===== INPUT =====
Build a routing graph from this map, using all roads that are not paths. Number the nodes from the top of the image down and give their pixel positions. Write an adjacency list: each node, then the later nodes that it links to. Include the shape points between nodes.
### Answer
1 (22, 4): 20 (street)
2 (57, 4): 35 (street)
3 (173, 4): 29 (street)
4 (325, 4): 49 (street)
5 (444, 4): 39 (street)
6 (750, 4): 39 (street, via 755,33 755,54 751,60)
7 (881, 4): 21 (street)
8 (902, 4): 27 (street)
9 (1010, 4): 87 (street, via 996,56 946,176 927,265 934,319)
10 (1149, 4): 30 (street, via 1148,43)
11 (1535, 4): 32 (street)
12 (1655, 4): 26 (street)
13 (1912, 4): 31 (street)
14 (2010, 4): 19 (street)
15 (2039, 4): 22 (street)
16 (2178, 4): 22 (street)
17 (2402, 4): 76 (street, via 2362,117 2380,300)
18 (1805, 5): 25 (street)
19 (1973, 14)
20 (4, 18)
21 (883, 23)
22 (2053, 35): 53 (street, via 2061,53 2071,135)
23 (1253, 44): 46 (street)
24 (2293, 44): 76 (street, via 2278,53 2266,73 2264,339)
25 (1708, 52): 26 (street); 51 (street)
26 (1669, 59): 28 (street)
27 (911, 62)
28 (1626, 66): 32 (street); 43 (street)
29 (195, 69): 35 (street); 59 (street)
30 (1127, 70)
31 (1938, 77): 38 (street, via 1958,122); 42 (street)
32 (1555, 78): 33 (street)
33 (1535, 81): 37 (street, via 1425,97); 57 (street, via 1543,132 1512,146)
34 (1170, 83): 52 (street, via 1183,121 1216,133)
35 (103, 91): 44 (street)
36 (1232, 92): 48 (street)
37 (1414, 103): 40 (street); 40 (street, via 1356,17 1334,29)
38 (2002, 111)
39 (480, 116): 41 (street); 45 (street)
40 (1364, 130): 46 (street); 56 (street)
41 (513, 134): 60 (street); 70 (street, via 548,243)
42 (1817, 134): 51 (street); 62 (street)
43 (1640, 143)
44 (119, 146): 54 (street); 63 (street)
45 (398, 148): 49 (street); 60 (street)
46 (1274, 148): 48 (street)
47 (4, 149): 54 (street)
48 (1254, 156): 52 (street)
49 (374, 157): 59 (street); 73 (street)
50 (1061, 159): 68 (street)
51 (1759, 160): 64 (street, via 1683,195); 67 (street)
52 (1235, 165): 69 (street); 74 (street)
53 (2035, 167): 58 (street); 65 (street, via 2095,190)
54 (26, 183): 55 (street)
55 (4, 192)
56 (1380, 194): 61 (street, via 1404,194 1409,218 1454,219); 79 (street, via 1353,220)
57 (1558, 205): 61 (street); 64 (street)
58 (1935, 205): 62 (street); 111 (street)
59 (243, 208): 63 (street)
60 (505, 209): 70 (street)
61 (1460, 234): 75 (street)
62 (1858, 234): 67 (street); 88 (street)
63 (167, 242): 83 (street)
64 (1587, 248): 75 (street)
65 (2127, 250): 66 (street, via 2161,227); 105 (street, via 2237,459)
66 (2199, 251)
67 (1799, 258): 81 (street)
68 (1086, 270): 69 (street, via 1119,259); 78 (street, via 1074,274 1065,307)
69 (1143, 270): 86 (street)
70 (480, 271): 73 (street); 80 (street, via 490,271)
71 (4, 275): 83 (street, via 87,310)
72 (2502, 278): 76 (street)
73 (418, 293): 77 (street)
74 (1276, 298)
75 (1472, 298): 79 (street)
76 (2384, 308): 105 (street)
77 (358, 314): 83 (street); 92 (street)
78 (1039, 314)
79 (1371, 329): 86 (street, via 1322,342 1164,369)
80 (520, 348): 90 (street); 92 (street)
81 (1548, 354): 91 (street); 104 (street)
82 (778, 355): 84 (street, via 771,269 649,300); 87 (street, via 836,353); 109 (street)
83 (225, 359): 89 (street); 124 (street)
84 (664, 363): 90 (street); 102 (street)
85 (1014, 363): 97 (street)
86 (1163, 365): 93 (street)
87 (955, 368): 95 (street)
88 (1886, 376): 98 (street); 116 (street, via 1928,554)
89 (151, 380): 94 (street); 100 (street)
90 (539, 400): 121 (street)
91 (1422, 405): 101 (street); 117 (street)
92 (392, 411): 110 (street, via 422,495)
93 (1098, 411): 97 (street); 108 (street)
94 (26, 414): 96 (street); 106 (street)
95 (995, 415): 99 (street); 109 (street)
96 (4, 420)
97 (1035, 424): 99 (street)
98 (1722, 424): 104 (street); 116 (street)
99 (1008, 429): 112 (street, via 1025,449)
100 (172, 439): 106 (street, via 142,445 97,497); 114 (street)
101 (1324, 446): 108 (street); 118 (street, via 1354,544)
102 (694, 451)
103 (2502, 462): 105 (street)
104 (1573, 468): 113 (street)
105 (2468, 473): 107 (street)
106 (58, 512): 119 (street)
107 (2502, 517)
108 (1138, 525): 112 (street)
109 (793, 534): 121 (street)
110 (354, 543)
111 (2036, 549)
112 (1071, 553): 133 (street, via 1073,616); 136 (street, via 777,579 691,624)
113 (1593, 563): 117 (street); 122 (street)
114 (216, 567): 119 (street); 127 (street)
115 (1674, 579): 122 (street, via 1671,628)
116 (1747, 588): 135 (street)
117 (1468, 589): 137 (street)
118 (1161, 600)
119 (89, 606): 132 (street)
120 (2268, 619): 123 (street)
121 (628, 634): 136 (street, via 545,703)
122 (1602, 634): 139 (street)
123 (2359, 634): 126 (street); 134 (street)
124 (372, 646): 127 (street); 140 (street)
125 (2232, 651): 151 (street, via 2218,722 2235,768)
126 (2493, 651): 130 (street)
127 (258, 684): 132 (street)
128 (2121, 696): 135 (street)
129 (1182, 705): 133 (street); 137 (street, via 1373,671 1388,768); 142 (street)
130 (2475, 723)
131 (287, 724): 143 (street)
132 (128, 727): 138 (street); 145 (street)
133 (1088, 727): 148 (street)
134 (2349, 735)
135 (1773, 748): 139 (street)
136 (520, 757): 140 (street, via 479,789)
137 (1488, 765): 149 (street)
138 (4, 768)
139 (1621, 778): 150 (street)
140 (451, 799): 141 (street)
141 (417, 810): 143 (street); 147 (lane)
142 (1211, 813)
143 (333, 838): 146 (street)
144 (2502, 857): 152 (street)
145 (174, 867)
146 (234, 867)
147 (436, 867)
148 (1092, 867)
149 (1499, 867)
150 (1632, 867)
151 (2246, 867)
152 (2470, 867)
=====
ASSIGNED TASK
Your reply must repeat the entries above exactly and in full.

ANSWER TO THE EXERCISE
Build a routing graph from this map, using all roads that are not paths. Number the nodes from the top of the image down and give their pixel positions. Write an adjacency list: each node, then the later nodes that it links to. Include the shape points between nodes.
### Answer
1 (22, 4): 20 (street)
2 (57, 4): 35 (street)
3 (173, 4): 29 (street)
4 (325, 4): 49 (street)
5 (444, 4): 39 (street)
6 (750, 4): 39 (street, via 755,33 755,54 751,60)
7 (881, 4): 21 (street)
8 (902, 4): 27 (street)
9 (1010, 4): 87 (street, via 996,56 946,176 927,265 934,319)
10 (1149, 4): 30 (street, via 1148,43)
11 (1535, 4): 32 (street)
12 (1655, 4): 26 (street)
13 (1912, 4): 31 (street)
14 (2010, 4): 19 (street)
15 (2039, 4): 22 (street)
16 (2178, 4): 22 (street)
17 (2402, 4): 76 (street, via 2362,117 2380,300)
18 (1805, 5): 25 (street)
19 (1973, 14)
20 (4, 18)
21 (883, 23)
22 (2053, 35): 53 (street, via 2061,53 2071,135)
23 (1253, 44): 46 (street)
24 (2293, 44): 76 (street, via 2278,53 2266,73 2264,339)
25 (1708, 52): 26 (street); 51 (street)
26 (1669, 59): 28 (street)
27 (911, 62)
28 (1626, 66): 32 (street); 43 (street)
29 (195, 69): 35 (street); 59 (street)
30 (1127, 70)
31 (1938, 77): 38 (street, via 1958,122); 42 (street)
32 (1555, 78): 33 (street)
33 (1535, 81): 37 (street, via 1425,97); 57 (street, via 1543,132 1512,146)
34 (1170, 83): 52 (street, via 1183,121 1216,133)
35 (103, 91): 44 (street)
36 (1232, 92): 48 (street)
37 (1414, 103): 40 (street); 40 (street, via 1356,17 1334,29)
38 (2002, 111)
39 (480, 116): 41 (street); 45 (street)
40 (1364, 130): 46 (street); 56 (street)
41 (513, 134): 60 (street); 70 (street, via 548,243)
42 (1817, 134): 51 (street); 62 (street)
43 (1640, 143)
44 (119, 146): 54 (street); 63 (street)
45 (398, 148): 49 (street); 60 (street)
46 (1274, 148): 48 (street)
47 (4, 149): 54 (street)
48 (1254, 156): 52 (street)
49 (374, 157): 59 (street); 73 (street)
50 (1061, 159): 68 (street)
51 (1759, 160): 64 (street, via 1683,195); 67 (street)
52 (1235, 165): 69 (street); 74 (street)
53 (2035, 167): 58 (street); 65 (street, via 2095,190)
54 (26, 183): 55 (street)
55 (4, 192)
56 (1380, 194): 61 (street, via 1404,194 1409,218 1454,219); 79 (street, via 1353,220)
57 (1558, 205): 61 (street); 64 (street)
58 (1935, 205): 62 (street); 111 (street)
59 (243, 208): 63 (street)
60 (505, 209): 70 (street)
61 (1460, 234): 75 (street)
62 (1858, 234): 67 (street); 88 (street)
63 (167, 242): 83 (street)
64 (1587, 248): 75 (street)
65 (2127, 250): 66 (street, via 2161,227); 105 (street, via 2237,459)
66 (2199, 251)
67 (1799, 258): 81 (street)
68 (1086, 270): 69 (street, via 1119,259); 78 (street, via 1074,274 1065,307)
69 (1143, 270): 86 (street)
70 (480, 271): 73 (street); 80 (street, via 490,271)
71 (4, 275): 83 (street, via 87,310)
72 (2502, 278): 76 (street)
73 (418, 293): 77 (street)
74 (1276, 298)
75 (1472, 298): 79 (street)
76 (2384, 308): 105 (street)
77 (358, 314): 83 (street); 92 (street)
78 (1039, 314)
79 (1371, 329): 86 (street, via 1322,342 1164,369)
80 (520, 348): 90 (street); 92 (street)
81 (1548, 354): 91 (street); 104 (street)
82 (778, 355): 84 (street, via 771,269 649,300); 87 (street, via 836,353); 109 (street)
83 (225, 359): 89 (street); 124 (street)
84 (664, 363): 90 (street); 102 (street)
85 (1014, 363): 97 (street)
86 (1163, 365): 93 (street)
87 (955, 368): 95 (street)
88 (1886, 376): 98 (street); 116 (street, via 1928,554)
89 (151, 380): 94 (street); 100 (street)
90 (539, 400): 121 (street)
91 (1422, 405): 101 (street); 117 (street)
92 (392, 411): 110 (street, via 422,495)
93 (1098, 411): 97 (street); 108 (street)
94 (26, 414): 96 (street); 106 (street)
95 (995, 415): 99 (street); 109 (street)
96 (4, 420)
97 (1035, 424): 99 (street)
98 (1722, 424): 104 (street); 116 (street)
99 (1008, 429): 112 (street, via 1025,449)
100 (172, 439): 106 (street, via 142,445 97,497); 114 (street)
101 (1324, 446): 108 (street); 118 (street, via 1354,544)
102 (694, 451)
103 (2502, 462): 105 (street)
104 (1573, 468): 113 (street)
105 (2468, 473): 107 (street)
106 (58, 512): 119 (street)
107 (2502, 517)
108 (1138, 525): 112 (street)
109 (793, 534): 121 (street)
110 (354, 543)
111 (2036, 549)
112 (1071, 553): 133 (street, via 1073,616); 136 (street, via 777,579 691,624)
113 (1593, 563): 117 (street); 122 (street)
114 (216, 567): 119 (street); 127 (street)
115 (1674, 579): 122 (street, via 1671,628)
116 (1747, 588): 135 (street)
117 (1468, 589): 137 (street)
118 (1161, 600)
119 (89, 606): 132 (street)
120 (2268, 619): 123 (street)
121 (628, 634): 136 (street, via 545,703)
122 (1602, 634): 139 (street)
123 (2359, 634): 126 (street); 134 (street)
124 (372, 646): 127 (street); 140 (street)
125 (2232, 651): 151 (street, via 2218,722 2235,768)
126 (2493, 651): 130 (street)
127 (258, 684): 132 (street)
128 (2121, 696): 135 (street)
129 (1182, 705): 133 (street); 137 (street, via 1373,671 1388,768); 142 (street)
130 (2475, 723)
131 (287, 724): 143 (street)
132 (128, 727): 138 (street); 145 (street)
133 (1088, 727): 148 (street)
134 (2349, 735)
135 (1773, 748): 139 (street)
136 (520, 757): 140 (street, via 479,789)
137 (1488, 765): 149 (street)
138 (4, 768)
139 (1621, 778): 150 (street)
140 (451, 799): 141 (street)
141 (417, 810): 143 (street); 147 (lane)
142 (1211, 813)
143 (333, 838): 146 (street)
144 (2502, 857): 152 (street)
145 (174, 867)
146 (234, 867)
147 (436, 867)
148 (1092, 867)
149 (1499, 867)
150 (1632, 867)
151 (2246, 867)
152 (2470, 867)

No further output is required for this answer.